選擇二葉一心時期的棉花植株， 收集根、莖、子葉和真葉的鮮樣， 用于組織表達模式分析。選擇長勢一致的棉花幼苗， 于非生物逆境脅迫和植物激素處理后3 h取棉花葉片用于逆境和激素響應分析。鹽和甘露醇處理是用300 mmol L-1的NaCl溶液和甘露醇溶液澆灌幼苗根系； 低溫和高溫處理是將幼苗放置到 4℃和 37℃的生長箱中； 傷口處理是用剪刀對待取樣的幼苗葉片進行機械損傷處理； 植物激素處理是用100 μmol L-1ABA、200 μmol L-1乙烯利（ethephon， ETH）、100 μmol L-1H2O2、100 μmol L-1茉莉酸甲酯（methyl jasmonate， MeJA）和1 mmol L-1SA分別對植株地上部分噴施， 水處理為平行對照。

1.1.2載體和菌株 棉花VIGS實驗載體pTRV1、pTRV2由荷蘭瓦赫寧根大學Bart P. H. J. Thomma教授惠贈。Gateway系列載體pDONOR221和pK7FWGF2， 0分別從美國Invitrogen公司和比利時VIB研究所購得； TA克隆載體pGEM-T購自Promega公司。實驗中所用大腸桿菌（Escherichia coli）菌株DH5α、根癌農桿菌（Agrobacterium tumefaciens）菌株 GV3101均由本實驗室保存。

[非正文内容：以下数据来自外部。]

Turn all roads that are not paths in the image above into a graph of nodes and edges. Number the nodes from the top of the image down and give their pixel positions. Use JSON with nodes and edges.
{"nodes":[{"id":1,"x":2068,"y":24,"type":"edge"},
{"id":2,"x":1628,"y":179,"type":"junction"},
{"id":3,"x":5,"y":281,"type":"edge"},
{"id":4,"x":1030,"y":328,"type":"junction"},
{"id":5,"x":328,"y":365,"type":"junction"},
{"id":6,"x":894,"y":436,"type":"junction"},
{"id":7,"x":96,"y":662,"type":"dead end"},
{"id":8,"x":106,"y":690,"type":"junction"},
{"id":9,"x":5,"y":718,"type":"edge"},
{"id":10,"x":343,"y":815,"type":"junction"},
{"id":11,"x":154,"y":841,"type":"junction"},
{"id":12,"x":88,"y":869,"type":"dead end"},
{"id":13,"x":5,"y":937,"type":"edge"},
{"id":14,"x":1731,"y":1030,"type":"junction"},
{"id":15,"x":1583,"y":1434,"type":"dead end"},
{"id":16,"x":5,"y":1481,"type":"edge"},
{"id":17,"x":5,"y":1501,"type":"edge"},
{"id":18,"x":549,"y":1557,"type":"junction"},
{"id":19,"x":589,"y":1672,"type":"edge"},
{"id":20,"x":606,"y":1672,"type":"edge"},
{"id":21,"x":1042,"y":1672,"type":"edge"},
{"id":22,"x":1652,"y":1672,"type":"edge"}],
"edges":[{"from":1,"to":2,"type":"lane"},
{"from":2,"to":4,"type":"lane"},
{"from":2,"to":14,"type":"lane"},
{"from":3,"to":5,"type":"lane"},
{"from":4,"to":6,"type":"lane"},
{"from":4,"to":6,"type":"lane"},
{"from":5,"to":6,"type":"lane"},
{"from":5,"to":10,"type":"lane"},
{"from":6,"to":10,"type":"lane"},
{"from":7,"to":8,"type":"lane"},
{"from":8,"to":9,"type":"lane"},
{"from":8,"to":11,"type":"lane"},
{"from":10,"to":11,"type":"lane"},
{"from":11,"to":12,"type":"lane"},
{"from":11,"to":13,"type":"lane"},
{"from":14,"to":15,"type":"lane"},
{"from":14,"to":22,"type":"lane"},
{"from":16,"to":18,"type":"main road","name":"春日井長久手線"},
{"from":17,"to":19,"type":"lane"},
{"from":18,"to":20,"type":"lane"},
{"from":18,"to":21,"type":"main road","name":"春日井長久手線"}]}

1.1.3試驗試劑 構建 VIGS載體所用限制性內切酶購于NEB公司； Gateway載體構建所需要的BP酶、LR酶購于美國Invitrogen公司。質粒提取試劑盒、PCR產物回收試劑盒和DNA聚合酶購于北京天根生物公司； DNA測序和引物序列合成由生工生物工程（上海）股份有限公司完成； 植物激素購于索萊寶生物公司； RNA提取試劑盒購于北京艾德萊生物公司； 反轉錄試劑盒購于日本TOYOBO公司； qRT-PCR用的SYBR Green購于南京諾唯贊生物公司。

1.2棉花總RNA提取和cDNA的合成

采用EASYspin Plus植物RNA快速提取試劑盒，按說明書提取棉花總 RNA。取 1 μg總 RNA， 用ReverTra Ace qPCR RT試劑盒進行反轉錄。首先將總RNA在65℃變性5 min， 并立即于冰上冷卻。反轉錄體系含5倍RT緩沖液2 μL、RT Mix 0.5 μL、引物0.5 μL、變性RNA 1 μg， 用無核酸污染的ddH2O補足到10 μL。反轉錄程序為37℃ 15 min， 98℃ 5 min。反轉錄完成后稀釋50倍用于RT-PCR和qRT-PCR。

1.3GbMYB60序列的克隆、比對和進化分析

在海島棉基因組數據庫（http：//cotton.cropdb.org/ cotton/download/data.php）中搜索獲得 GbMYB60基因的 CDS序列， 并據此設計基因特異引物M60O-F/R （表1）， 以海7124幼苗葉片cDNA為模板，用pfu DNA聚合酶進行高保真擴增。PCR反應體系含10倍pfu緩沖液5 μL、dNTPs （10 mmol L-1） 1 μL、M60O-F/R （10 μmol L-1）各0.5 μL、pfu DNA聚合酶1 μL、用ddH2O補足至50 μL。PCR反應程序為95℃5 min； 95℃ 30 s， 59℃ 30 s， 72℃ 2 min， 30個循環；72℃ 10 min。將目標基因的 PCR產物連接到 TA克隆載體pGEM-T上， 并轉化大腸桿菌DH5α。比對測序后的片段與轉錄組中獲得的片段， 序列一致者為同一基因。使用軟件Primer Premier 5.0設計引物。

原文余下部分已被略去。